Ieder zijn gevoel
Doelgroep: BaO + SO
Groepsgrootte: klas
Duur: 20-30 min
Leerplandoelen:
- BaO: Sluit aan bij de ontwikkelvelden
- SO: Sluit aan bij het gemeenschappelijk funderend leerplan
Materiaal: /
Doelstellingen:
- De leerlingen leren van elkaar hoe ze zich in een bepaalde situatie voelen.
- De leerlingen leren taal geven aan hun gedachten, gevoelens en gedrag.
- De leerlingen leren reflecteren over een gebeurtenis en wat dit met hen doet.
- De leerlingen ervaren dat iedereen iets anders kan voelen in dezelfde situatie.
- De leerlingen herkennen gevoelens bij anderen.
Methodiek/oefening:
- De leerlingen staan in een cirkel met de rug naar elkaar en kijken naar voor.
- De begeleider vertelt een situatie en geeft de leerlingen de tijd om na te denken
- over welke emotie dit bij hen oproept.
- De begeleider telt tot 3 en dan draaien de leerlingen zicht naar elkaar toe en laten de emotie zien die de situatie ben hen oproept
- De begeleider vraagt de leerlingen om even te 'bevriezen' en legt de focus afwisselend, op een andere leerling met een andere reactie (bv. boos, verdriet, geschrokken...):
- Wat zie je leerling A, B, C?
- Wat zou deze persoon voelen? Waarom denk je dat?

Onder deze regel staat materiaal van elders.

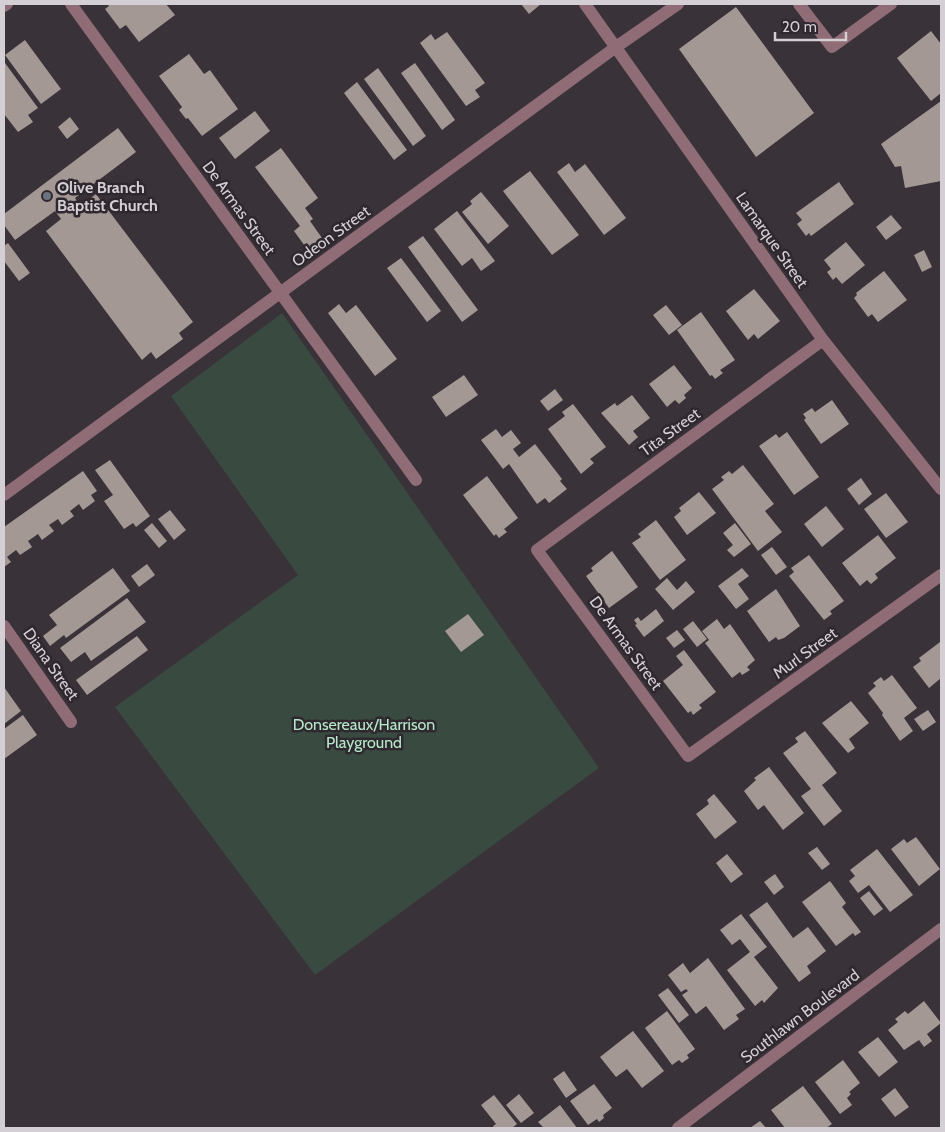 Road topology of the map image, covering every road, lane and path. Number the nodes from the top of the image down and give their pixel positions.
1 (7, 4) edge
2 (71, 4) edge
3 (585, 4) edge
4 (678, 4) edge
5 (799, 4) edge
6 (891, 4) edge
7 (4, 6) edge
8 (616, 47) junction
9 (281, 293) junction
10 (822, 340) junction
11 (416, 480) dead end
12 (941, 489) edge
13 (4, 495) edge
14 (537, 550) joint
15 (941, 575) edge
16 (4, 626) edge
17 (71, 722) dead end
18 (688, 756) joint
19 (941, 929) edge
20 (678, 1128) edge

1 - 7 street
2 - 9 street, De Armas Street
3 - 8 street, Lamarque Street
4 - 8 street, Odeon Street
5 - 6 street
8 - 9 street, Odeon Street
8 - 10 street, Lamarque Street
9 - 11 street, De Armas Street
9 - 13 street, Odeon Street
10 - 12 street, Lamarque Street
10 - 14 street, Tita Street
14 - 18 street, De Armas Street
15 - 18 street, Murl Street
16 - 17 street, Diana Street
19 - 20 street, Southlawn Boulevard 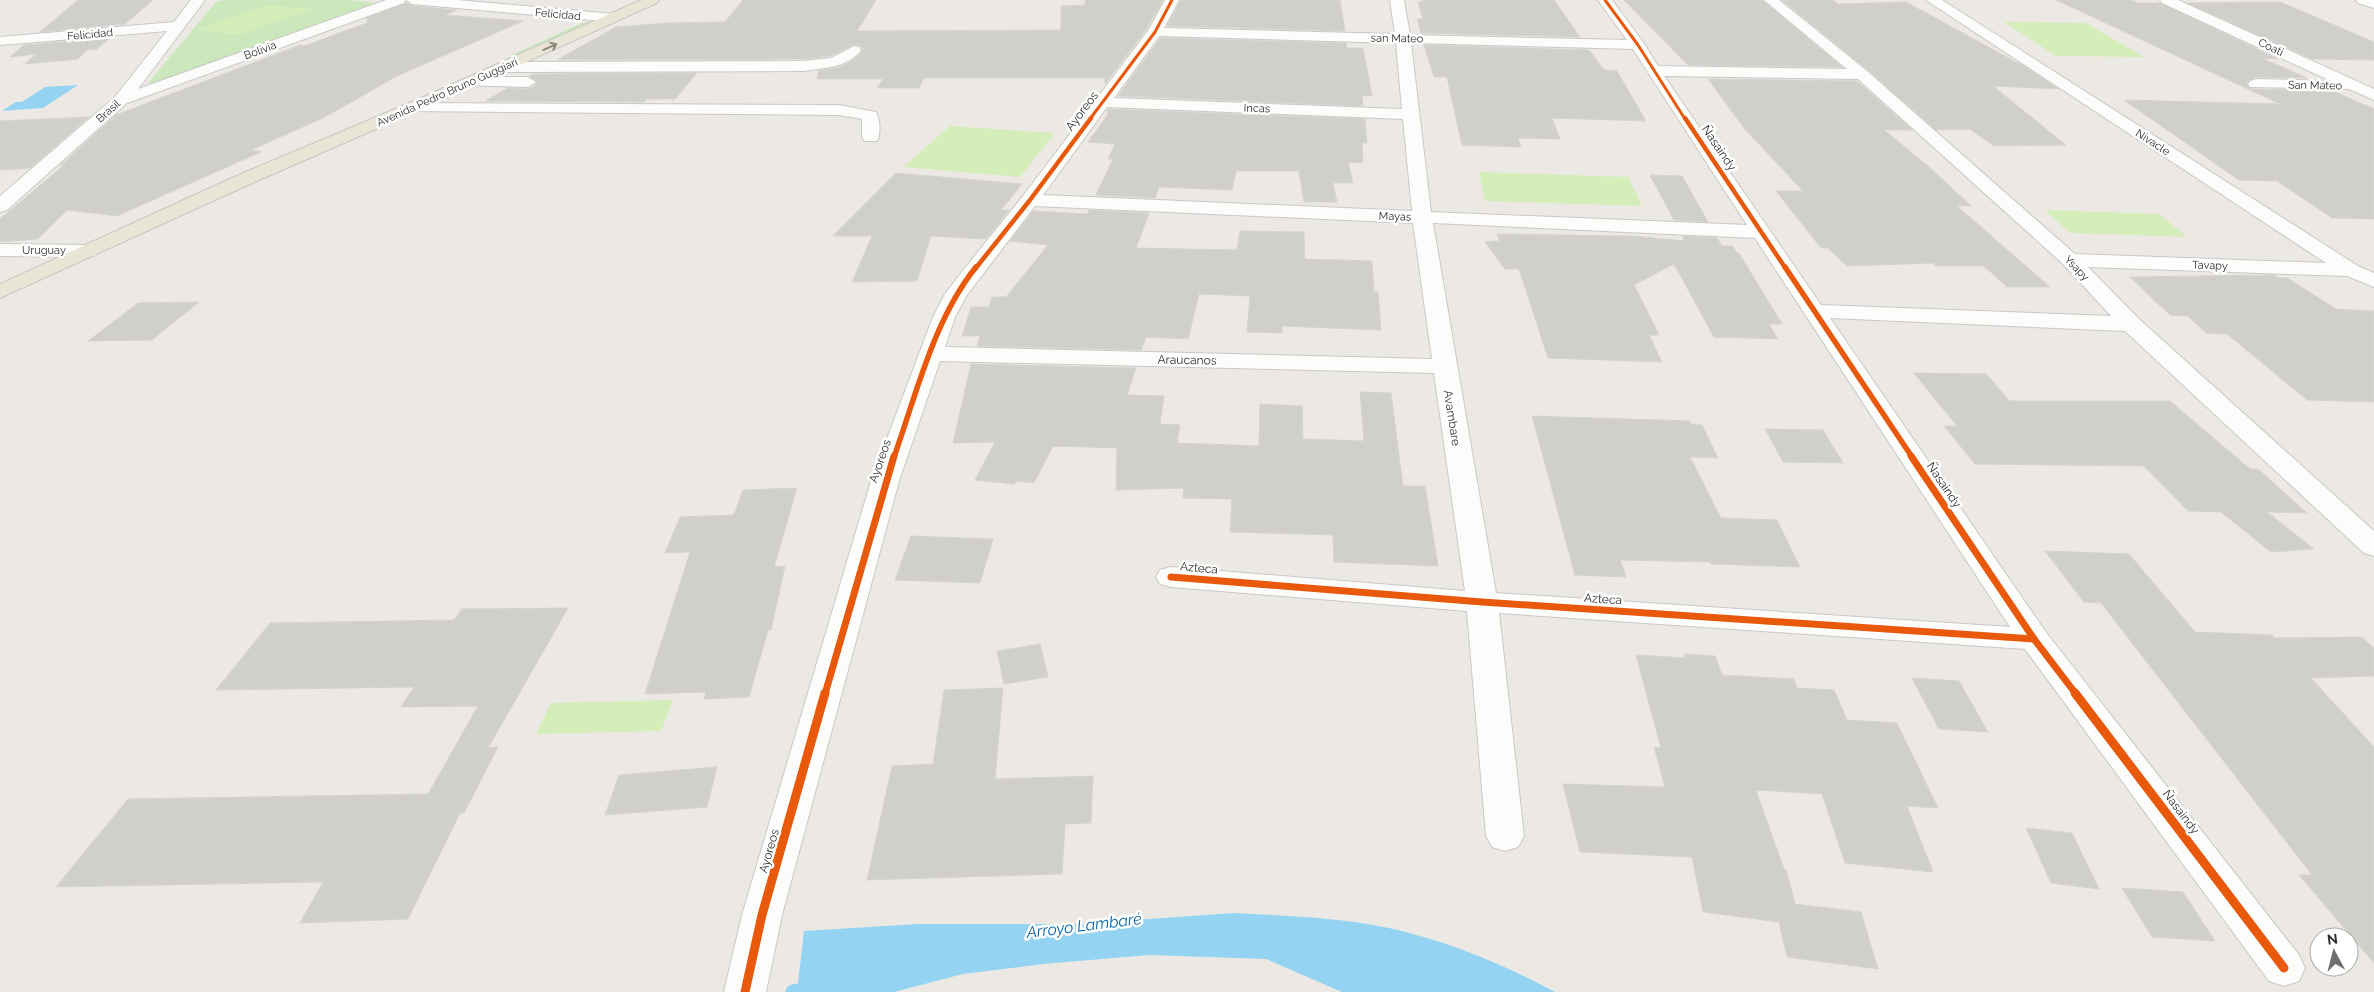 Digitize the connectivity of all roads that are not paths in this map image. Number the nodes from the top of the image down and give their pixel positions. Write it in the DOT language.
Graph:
graph roads {
  1 [pos="198,0"];
  2 [pos="399,0"];
  3 [pos="412,0"];
  4 [pos="622,0"];
  5 [pos="652,0"];
  6 [pos="1172,0"];
  7 [pos="1397,0"];
  8 [pos="1605,0"];
  9 [pos="1771,0"];
  10 [pos="1933,0"];
  11 [pos="2167,0"];
  12 [pos="2362,0"];
  13 [pos="2374,4"];
  14 [pos="587,17"];
  15 [pos="614,18"];
  16 [pos="179,26"];
  17 [pos="1156,32"];
  18 [pos="1403,38"];
  19 [pos="0,42"];
  20 [pos="1638,45"];
  21 [pos="854,50"];
  22 [pos="503,67"];
  23 [pos="1653,71"];
  24 [pos="1862,74"];
  25 [pos="795,81"];
  26 [pos="469,82"];
  27 [pos="2256,84"];
  28 [pos="2355,86"];
  29 [pos="2374,86"];
  30 [pos="2374,95"];
  31 [pos="121,100"];
  32 [pos="1103,102"];
  33 [pos="411,108"];
  34 [pos="1410,114"];
  35 [pos="871,137"];
  36 [pos="241,181"];
  37 [pos="1030,200"];
  38 [pos="0,206"];
  39 [pos="1422,217"];
  40 [pos="1761,232"];
  41 [pos="0,250"];
  42 [pos="89,251"];
  43 [pos="2070,260"];
  44 [pos="2351,270"];
  45 [pos="2374,281"];
  46 [pos="0,292"];
  47 [pos="1814,311"];
  48 [pos="2131,324"];
  49 [pos="930,354"];
  50 [pos="1444,366"];
  51 [pos="2374,548"];
  52 [pos="1171,577"];
  53 [pos="1482,602"];
  54 [pos="2034,639"];
  55 [pos="1506,836"];
  56 [pos="2284,968"];
  57 [pos="745,992"];
  1 -- 16 [label="street, Brasil"];
  2 -- 31 [label="street, Bolivia"];
  3 -- 14 [label="street, Felicidad"];
  4 -- 14 [label="main road, Avenida Pedro Bruno Guggiari"];
  5 -- 15 [label="main road, Avenida Pedro Bruno Guggiari"];
  6 -- 17 [label="street, Ayoreos"];
  7 -- 18 [label="street, Avambare"];
  8 -- 20 [label="street, Ñasaindy"];
  9 -- 24 [label="street, Ysapy"];
  10 -- 44 [label="street, Nivacle"];
  11 -- 28 [label="street, Coati"];
  12 -- 13 [label="street"];
  14 -- 15 [label="street, Felicidad"];
  14 -- 36 [label="main road, Avenida Pedro Bruno Guggiari"];
  22 -- 15 [label="main road, Avenida Pedro Bruno Guggiari, one-way"];
  16 -- 19 [label="street, Felicidad"];
  16 -- 31 [label="street, Brasil"];
  17 -- 18 [label="street, san Mateo"];
  17 -- 32 [label="street, Ayoreos"];
  18 -- 20 [label="street, san Mateo"];
  18 -- 34 [label="street, Avambare"];
  20 -- 23 [label="street, Ñasaindy"];
  21 -- 22 [label="street"];
  22 -- 26 [label="main road, Avenida Pedro Bruno Guggiari"];
  23 -- 24 [label="street"];
  23 -- 40 [label="street, Ñasaindy"];
  24 -- 43 [label="street, Ysapy"];
  25 -- 26 [label="street"];
  26 -- 33 [label="main road, Avenida Pedro Bruno Guggiari"];
  27 -- 28 [label="street, San Mateo"];
  28 -- 29 [label="street, San Mateo"];
  28 -- 30 [label="street, Coati"];
  31 -- 38 [label="street, Brasil"];
  32 -- 34 [label="street, Incas"];
  32 -- 37 [label="street, Ayoreos"];
  33 -- 35 [label="street"];
  33 -- 36 [label="main road, Avenida Pedro Bruno Guggiari"];
  34 -- 39 [label="street, Avambare"];
  36 -- 42 [label="main road, Avenida Pedro Bruno Guggiari"];
  37 -- 39 [label="street, Mayas"];
  37 -- 49 [label="street, Ayoreos"];
  39 -- 40 [label="street, Mayas"];
  39 -- 50 [label="street, Avambare"];
  40 -- 47 [label="street, Ñasaindy"];
  41 -- 42 [label="street, Uruguay"];
  42 -- 46 [label="main road, Avenida Pedro Bruno Guggiari"];
  43 -- 44 [label="street, Tavapy"];
  43 -- 48 [label="street, Ysapy"];
  44 -- 45 [label="street, Nivacle"];
  47 -- 48 [label="street"];
  47 -- 54 [label="street, Ñasaindy"];
  48 -- 51 [label="street, Ysapy"];
  49 -- 50 [label="street, Araucanos"];
  49 -- 57 [label="street, Ayoreos"];
  50 -- 53 [label="street, Avambare"];
  52 -- 53 [label="street, Azteca"];
  53 -- 54 [label="street, Azteca"];
  53 -- 55 [label="street, Avambare"];
  54 -- 56 [label="street, Ñasaindy"];
}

- Wat zou deze persoon denken in deze situatie?
De situaties:
- Je staat in de rij en je voelt een elleboog in je rug
- Je maakt een toets en je buur kijkt bij jou af
- Je vraagt iemand om te stoppen en ze stoppen niet
- Het is speeltijd en je klasgenoten willen elke dag voetballen, maar jij wilt graag eens handballen/netballen. Je klasgenoten beslissen om toch te gaan voetballen
- Je wandelt voorbij een groepje op de speelplaats en ze lachen
- Je vrienden willen na school kattenkwaad uithalen maar je moet naar huis.
- Je vriend(in) krijgt een sms-je van iemand die jij leuk vindt
Nabespreking:
Na elke situatie:
- Kijk eens goed naar leerling A:
- Welk gevoel beeldt hij/zij uit en waar zie je dit aan?
- Welke gedachten heeft hij/zij?
- Bevraag de leerling in kwestie: klopt dit?
- Zijn er verschillen in reactie? Wanneer was het heel duidelijk? Wanneer niet?
Algemeen:
- Wat onthoud je uit deze oefening?
- Uitbeelden van emoties gaat vaak vlot. Maar hoe zit het in de werkelijkheid:
- Welke emoties durf jij te laten zien? Welke niet?
- Wat doe je als je een emotie hebt die je overspoelt?